Off-CPU Analysis with offcputime

# Full off-CPU analysis workflow (Brendan Gregg methodology)

# 1. Capture off-CPU stacks for 30 seconds
offcputime-bpfcc -f 30 > /tmp/offcpu.stacks

# 2. Generate off-CPU flame graph
./stackcollapse.pl /tmp/offcpu.stacks > /tmp/offcpu.folded
./flamegraph.pl --title "Off-CPU Time" --color=io \
    --bgcolor=grey /tmp/offcpu.folded > /tmp/offcpu.svg

# Using bpftrace for off-CPU analysis manually:
bpftrace -e '
tracepoint:sched:sched_switch
/args->prev_state/   // filter: only when going off-CPU (not voluntary)
{
    @sleep_start[args->prev_pid] = nsecs;
    @sleep_comm[args->prev_pid] = args->prev_comm;
}

tracepoint:sched:sched_switch
/@sleep_start[args->next_pid]/
{
    $t = (nsecs - @sleep_start[args->next_pid]) / 1000;
    @wakeup_latency_us[str(@sleep_comm[args->next_pid])] = hist($t);
    delete(@sleep_start[args->next_pid]);
    delete(@sleep_comm[args->next_pid]);
}'

Historical Context

The BCC (BPF Compiler Collection) project was started by Brenden Blanco at PLUMgrid around 2014-2015. Brendan Gregg joined the project and contributed most of the production-oriented tools (biolatency, offcputime, tcpretrans, etc.) while at Netflix. The project moved to GitHub (iovisor/bcc) and became a CNCF project.

bpftrace was created by Alastair Robertson (a UK-based engineer) starting in 2018, inspired by DTrace's scripting model.

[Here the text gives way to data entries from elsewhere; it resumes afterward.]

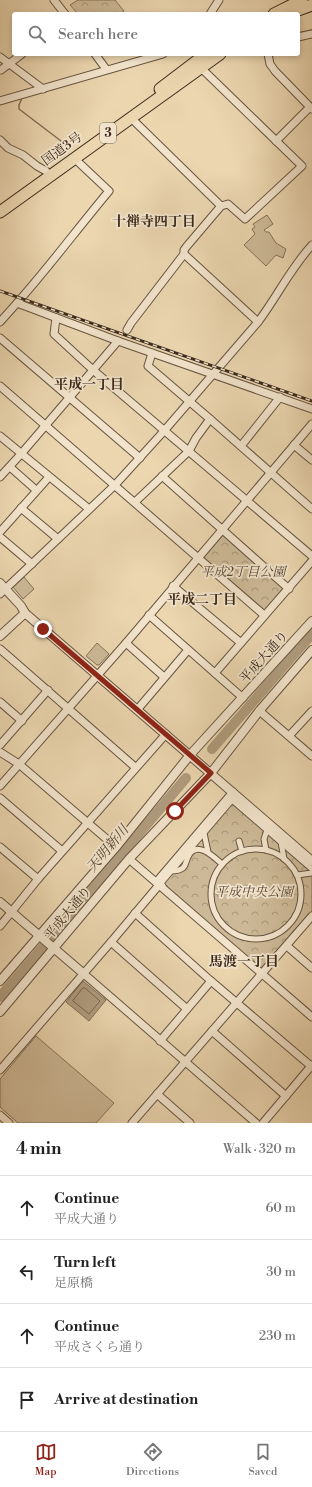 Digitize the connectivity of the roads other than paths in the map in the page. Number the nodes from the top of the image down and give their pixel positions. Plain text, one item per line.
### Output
1 (54, 0) edge
2 (219, 0) edge
3 (302, 0) edge
4 (312, 5) edge
5 (63, 12) edge
6 (211, 12) edge
7 (278, 12) edge
8 (293, 12) edge
9 (312, 34) edge
10 (300, 37) edge
11 (19, 56) edge
12 (96, 56) edge
13 (155, 56) edge
14 (205, 56) edge
15 (216, 56) edge
16 (268, 56) edge
17 (0, 57) edge
18 (8, 63) junction
19 (198, 65) junction
20 (106, 69) junction
21 (1, 70) edge
22 (43, 89) junction
23 (0, 101) edge
24 (311, 108) edge
25 (130, 117) junction
26 (0, 140) edge
27 (276, 141) junction
28 (74, 158) junction
29 (46, 171) junction
30 (0, 204) edge
31 (221, 206) junction
32 (0, 212) edge
33 (312, 245) edge
34 (184, 254) junction
35 (17, 304) junction
36 (56, 318) junction
37 (0, 322) edge
38 (258, 322) junction
39 (127, 330) dead end
40 (0, 338) edge
41 (118, 341) junction
42 (152, 353) junction
43 (93, 370) junction
44 (213, 374) junction
45 (0, 386) edge
46 (69, 398) junction
47 (280, 398) junction
48 (190, 401) junction
49 (312, 408) edge
50 (210, 419) junction
51 (312, 424) edge
52 (45, 425) junction
53 (164, 431) junction
54 (0, 436) edge
55 (294, 445) junction
56 (240, 446) junction
57 (188, 451) junction
58 (21, 454) junction
59 (140, 458) junction
60 (312, 460) edge
61 (10, 467) junction
62 (270, 472) junction
63 (49, 476) junction
64 (162, 476) junction
65 (0, 477) edge
66 (115, 485) junction
67 (36, 490) junction
68 (246, 501) junction
69 (135, 502) junction
70 (21, 508) junction
71 (89, 509) junction
72 (312, 509) edge
73 (222, 529) junction
74 (0, 532) edge
75 (0, 537) edge
76 (58, 539) junction
77 (312, 556) edge
78 (198, 557) junction
79 (312, 561) edge
80 (32, 564) junction
81 (173, 586) junction
82 (2, 589) edge
83 (289, 589) junction
84 (25, 613) junction
85 (149, 615) junction
86 (264, 615) junction
87 (312, 621) edge
88 (0, 636) edge
89 (241, 642) junction
90 (126, 643) junction
91 (0, 648) edge
92 (188, 650) junction
93 (312, 650) edge
94 (214, 673) junction
95 (97, 675) junction
96 (164, 677) junction
97 (48, 690) junction
98 (243, 698) junction
99 (0, 702) edge
100 (68, 708) junction
101 (136, 710) junction
102 (260, 710) junction
103 (312, 711) edge
104 (22, 721) junction
105 (166, 734) junction
106 (289, 736) junction
107 (0, 745) edge
108 (0, 752) edge
109 (190, 756) junction
110 (312, 756) edge
111 (19, 764) junction
112 (135, 767) junction
113 (211, 773) junction
114 (0, 786) edge
115 (232, 797) junction
116 (0, 798) edge
117 (87, 823) junction
118 (267, 830) junction
119 (204, 832) junction
120 (239, 841) dead end
121 (281, 842) junction
122 (0, 846) edge
123 (116, 847) junction
124 (266, 850) junction
125 (62, 851) junction
126 (242, 851) junction
127 (208, 852) junction
128 (129, 859) junction
129 (284, 859) junction
130 (312, 861) edge
131 (222, 864) junction
132 (312, 868) edge
133 (171, 871) junction
134 (312, 873) edge
135 (297, 875) junction
136 (38, 879) junction
137 (162, 887) junction
138 (0, 902) edge
139 (12, 912) junction
140 (135, 913) junction
141 (312, 917) edge
142 (0, 926) edge
143 (41, 937) junction
144 (111, 942) junction
145 (287, 946) junction
146 (53, 947) junction
147 (312, 968) edge
148 (262, 973) junction
149 (84, 974) junction
150 (0, 981) edge
151 (211, 981) junction
152 (237, 1002) junction
153 (187, 1009) junction
154 (0, 1012) edge
155 (312, 1017) edge
156 (212, 1031) junction
157 (160, 1040) junction
158 (185, 1062) junction
159 (1, 1066) edge
160 (312, 1066) edge
161 (157, 1094) junction
162 (286, 1096) junction
163 (0, 1115) edge
164 (9, 1123) edge
165 (132, 1123) edge
166 (190, 1123) edge
167 (256, 1123) edge
168 (262, 1123) edge

1 - 5 street
2 - 6 street
3 - 7 highway
4 - 8 highway
9 - 10 street
11 - 18 street
12 - 20 street
13 - 20 street
14 - 19 highway, 国道3号 / 3
15 - 19 highway, 国道3号 / 3
16 - 24 street
17 - 18 street
18 - 21 street
18 - 22 street
19 - 25 highway, 国道3号 / 3
19 - 27 street
19 - 29 highway, 国道3号 / 3
20 - 22 street
22 - 23 street
24 - 27 street
25 - 28 highway, 国道3号 / 3
25 - 31 street
26 - 29 street
27 - 31 street
28 - 32 highway, 国道3号 / 3
28 - 35 street
29 - 30 highway, 国道3号 / 3
31 - 34 street
33 - 38 street
34 - 38 street
34 - 39 street
35 - 36 street
35 - 37 street
36 - 41 street
36 - 43 street
38 - 44 street
40 - 46 street
41 - 42 street
41 - 43 street
42 - 44 street
42 - 48 street
43 - 46 street
43 - 53 street
44 - 47 street
44 - 48 street
45 - 52 street
46 - 52 street
46 - 59 street
47 - 49 street
47 - 56 street
48 - 50 street
48 - 53 street
50 - 56 street
50 - 57 street
51 - 55 street
52 - 58 street
52 - 66 street
53 - 57 street
53 - 59 street
54 - 58 street
55 - 60 street
55 - 62 street
56 - 62 street
57 - 64 street
57 - 68 street
58 - 61 street
58 - 63 street
59 - 66 street
61 - 65 street
61 - 67 street
62 - 68 street
62 - 72 street
63 - 67 street
63 - 71 street
64 - 69 street
64 - 73 street
66 - 69 street
66 - 71 street
67 - 70 street
68 - 73 street
68 - 77 street
69 - 78 street
70 - 74 street
70 - 76 street
71 - 76 street
73 - 78 street
73 - 83 street
75 - 80 street
76 - 80 street
78 - 81 street
78 - 86 street
79 - 83 street
80 - 82 street
81 - 85 street
81 - 89 street
82 - 84 street
83 - 86 street
84 - 88 street
84 - 95 street
85 - 90 street
85 - 92 street
86 - 89 street
87 - 98 street, 平成大通り
89 - 94 street
90 - 95 street
90 - 96 street
91 - 97 street
92 - 94 street
92 - 96 street
93 - 102 street, 平成大通り
94 - 98 street
95 - 100 street
95 - 101 street
96 - 101 street
97 - 100 street
97 - 104 street
98 - 109 street, 平成大通り
99 - 104 street
100 - 111 street
100 - 112 street
101 - 105 street
102 - 106 street
102 - 113 street, 平成大通り
103 - 106 street
104 - 107 street
105 - 109 street
105 - 112 street
106 - 110 street
108 - 111 street
109 - 113 street
109 - 123 street, 平成大通り
111 - 114 street
111 - 117 street
112 - 117 street
113 - 115 street
113 - 128 street, 平成大通り
115 - 118 street
115 - 119 street
115 - 130 street
115 - 137 street
116 - 125 street
117 - 123 street
117 - 125 street
118 - 121 street
118 - 124 street
119 - 127 street
119 - 133 street
120 - 126 street
121 - 129 street
121 - 132 street
122 - 136 street
123 - 143 street, 平成大通り
124 - 126 street
124 - 129 street
125 - 136 street
126 - 131 street
127 - 131 street
127 - 133 street
128 - 137 street
128 - 146 street, 平成大通り
129 - 135 street
131 - 135 street
133 - 137 street
134 - 135 street
136 - 139 street
137 - 140 street
137 - 148 street
138 - 139 street
139 - 142 street
139 - 143 street
140 - 144 street
140 - 151 street
141 - 145 street
143 - 146 street
143 - 150 street, 平成大通り
144 - 149 street
144 - 153 street
145 - 147 street
145 - 148 street
146 - 149 street
146 - 154 street, 平成大通り
148 - 152 street
148 - 155 street
149 - 157 street
149 - 159 street
151 - 152 street
151 - 153 street
152 - 156 street
152 - 160 street
153 - 157 street
156 - 158 street
156 - 162 street
157 - 158 street
158 - 161 street
158 - 167 street
160 - 162 street
161 - 165 street
161 - 166 street
162 - 168 street
163 - 164 street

It was designed to make eBPF accessible to engineers who knew DTrace but found BCC's Python/C dual-language model cumbersome. Brendan Gregg adopted bpftrace heavily and contributed numerous one-liners and scripts.

USDT probes for language runtimes originated in DTrace on Solaris/macOS, where they provided language-level visibility. When eBPF gained uprobe support, USDT probes became available on Linux for the same languages (Python, Ruby, Node.js added USDT probes around 2012-2016).

Production Examples

# Production incident: "why is this service suddenly making more syscalls than yesterday?"

# Step 1: Find what syscalls are being made
bpftrace -e 'tracepoint:raw_syscalls:sys_enter /pid == 12345/ {
    @[ksym(args->id)] = count();
}' -p 12345 &
sleep 30
kill %1
# Output: @[read]: 45234, @[write]: 12345, @[futex]: 234567  ← futex spikes indicate lock contention

# Step 2: Find the futex call sites (where in the code are futexes being called?)
bpftrace -e '
tracepoint:syscalls:sys_enter_futex
/pid == 12345/
{
    @[ustack] = count();
}' -p 12345 &
sleep 10
kill %1
# Output shows user-space call stacks leading to futex → identifies the contended lock

# Production incident: "file open errors returning ENOENT for /tmp files"
opensnoop-bpfcc -e 2 -T
# Shows only ENOENT errors with timestamps
# TIME(s)   PID    COMM  FD ERR PATH
# 14:32:01  1234   java  -1   2 /tmp/config-12345.json   ← race condition in temp file handling

Debugging Notes

"Could not attach probe: No such file or directory" on uprobe: The binary path is wrong or the function is inlined. Use nm binary | grep funcname to verify the symbol exists. If inlined, there is no symbol to probe — use a higher-level function or USDT if available.

bpftrace map not printing at exit: If the program exits due to Ctrl+C before the END block runs, maps print automatically. If the program exits via exit() in an interval block, maps before exit() must be explicitly printed.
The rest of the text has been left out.